According to a preferred embodiment of the invention, the central clamping bolt ( 28 ) is connected to disk-shaped clamping plates ( 26 , 27 ) made of steel by thread. The clamping bolt (28) has a central cavity and coolant channel (28 a) in its interior. It is electrically insulated from the partial windings ( 22 ) by insulating rings ( 24 ).

For cooling by a coolant, preferably oil, a coolant inflow channel ( 34 ) and a coolant outflow channel ( 35 ) can be provided in a partial winding ( 2 ). The arrows show the direction of flow of the coolant. Alternatively, a coolant by dash-dotted slit-shaped openings or coolant inflow (32) into the interior of Toroidal inductor (1) and thence through coolant discharge channels (33) and the coolant passage (28) in the interior of the clamping bolt (28) get outside. It goes without saying that the current heat to be dissipated can alternatively or additionally also be dissipated to the surroundings by means of cooling fins (not shown). With ( 39 ) transition points to an adjacent, partial winding ( 22 ) lying behind are identified.

FIG. 10 shows a segment or a partial winding ( 22 ) of the toroidal choke ( 1 ) according to FIG. 8 from a solid winding in a perspective view in detail.
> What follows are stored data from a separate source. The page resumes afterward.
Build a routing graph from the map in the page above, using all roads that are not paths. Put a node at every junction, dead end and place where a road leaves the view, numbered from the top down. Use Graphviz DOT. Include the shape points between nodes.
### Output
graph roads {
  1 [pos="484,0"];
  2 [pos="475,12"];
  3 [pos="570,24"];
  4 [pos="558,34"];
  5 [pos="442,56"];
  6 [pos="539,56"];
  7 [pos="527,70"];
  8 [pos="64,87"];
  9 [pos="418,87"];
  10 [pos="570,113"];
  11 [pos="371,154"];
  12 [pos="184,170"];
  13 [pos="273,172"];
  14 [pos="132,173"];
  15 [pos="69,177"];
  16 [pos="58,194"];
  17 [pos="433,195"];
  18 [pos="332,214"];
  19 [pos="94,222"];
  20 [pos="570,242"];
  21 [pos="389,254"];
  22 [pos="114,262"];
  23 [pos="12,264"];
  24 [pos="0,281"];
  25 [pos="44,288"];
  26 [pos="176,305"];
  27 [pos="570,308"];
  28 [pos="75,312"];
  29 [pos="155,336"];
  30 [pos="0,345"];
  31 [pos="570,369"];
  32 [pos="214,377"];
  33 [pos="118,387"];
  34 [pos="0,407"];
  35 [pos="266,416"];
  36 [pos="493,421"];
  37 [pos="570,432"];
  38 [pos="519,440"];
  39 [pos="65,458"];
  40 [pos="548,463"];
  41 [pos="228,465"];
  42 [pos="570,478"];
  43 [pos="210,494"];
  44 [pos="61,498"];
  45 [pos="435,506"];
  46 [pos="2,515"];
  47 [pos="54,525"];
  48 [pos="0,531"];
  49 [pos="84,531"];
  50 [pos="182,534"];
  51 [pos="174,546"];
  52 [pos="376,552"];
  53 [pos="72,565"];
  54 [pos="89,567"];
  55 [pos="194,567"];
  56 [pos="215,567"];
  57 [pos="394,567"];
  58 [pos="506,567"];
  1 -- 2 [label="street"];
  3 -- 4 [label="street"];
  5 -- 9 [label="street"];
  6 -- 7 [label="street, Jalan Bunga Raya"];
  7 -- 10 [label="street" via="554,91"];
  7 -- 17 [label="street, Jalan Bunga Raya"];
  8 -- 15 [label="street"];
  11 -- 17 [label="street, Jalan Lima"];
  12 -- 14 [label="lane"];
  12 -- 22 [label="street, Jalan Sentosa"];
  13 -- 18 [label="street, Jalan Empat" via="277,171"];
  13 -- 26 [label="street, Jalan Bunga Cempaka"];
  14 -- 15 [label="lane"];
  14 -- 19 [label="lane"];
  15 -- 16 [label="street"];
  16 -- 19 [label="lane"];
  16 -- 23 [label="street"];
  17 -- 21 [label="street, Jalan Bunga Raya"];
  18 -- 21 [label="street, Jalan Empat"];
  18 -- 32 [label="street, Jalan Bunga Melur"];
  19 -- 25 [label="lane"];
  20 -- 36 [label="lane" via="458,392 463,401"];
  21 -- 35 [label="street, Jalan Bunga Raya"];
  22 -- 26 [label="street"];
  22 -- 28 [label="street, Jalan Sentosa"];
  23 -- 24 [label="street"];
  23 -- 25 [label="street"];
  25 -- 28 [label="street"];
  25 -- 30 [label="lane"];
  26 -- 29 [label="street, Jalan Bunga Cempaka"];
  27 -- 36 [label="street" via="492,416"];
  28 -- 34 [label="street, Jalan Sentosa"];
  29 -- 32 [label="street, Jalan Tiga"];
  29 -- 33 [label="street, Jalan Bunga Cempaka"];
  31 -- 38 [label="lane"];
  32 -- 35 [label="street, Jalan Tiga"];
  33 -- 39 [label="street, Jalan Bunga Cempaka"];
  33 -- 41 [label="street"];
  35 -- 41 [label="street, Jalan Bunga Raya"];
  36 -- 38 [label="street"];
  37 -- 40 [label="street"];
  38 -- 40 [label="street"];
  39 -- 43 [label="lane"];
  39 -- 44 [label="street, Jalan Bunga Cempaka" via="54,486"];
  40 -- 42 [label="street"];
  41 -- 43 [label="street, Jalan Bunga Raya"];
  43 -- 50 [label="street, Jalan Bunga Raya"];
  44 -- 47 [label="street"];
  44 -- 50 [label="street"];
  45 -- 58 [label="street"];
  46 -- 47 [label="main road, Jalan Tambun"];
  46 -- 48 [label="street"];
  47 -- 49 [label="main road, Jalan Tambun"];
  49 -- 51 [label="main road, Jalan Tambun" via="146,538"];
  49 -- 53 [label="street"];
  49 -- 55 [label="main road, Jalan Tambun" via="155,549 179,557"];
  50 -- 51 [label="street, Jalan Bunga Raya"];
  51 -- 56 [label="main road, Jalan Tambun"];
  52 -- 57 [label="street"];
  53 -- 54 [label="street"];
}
The partial winding (22) has a first or initial connection piece (36) and a second or end connector (37) with a lateral, vertical pressure bearing surface (37 ') and a horizontal bearing surface (37' '), which through a recess ( 38 ) are spaced apart. The upper insulating film section ( 23 a) is inserted into this recess ( 38 ) during assembly of the toroidal choke ( 1 ). The remaining part of the insulating film ( 23 ) serves for the electrical insulation of a partial winding ( 22 ) from the neighboring one, cf. FIGS. 8 and 11. In assembling the Toroidal inductor (1) the pressure contact surface of the initial connection piece (36) is a part winding (22) to bear against the pressure face (37 ') of the adjacent winding element. An electrical connection is guaranteed by the contact pressure. Preferably, however, is from the front side by a high-energy weld z. B. generated by means of an electron or laser beam, a weld, not shown, which ensures an even better electrical connection.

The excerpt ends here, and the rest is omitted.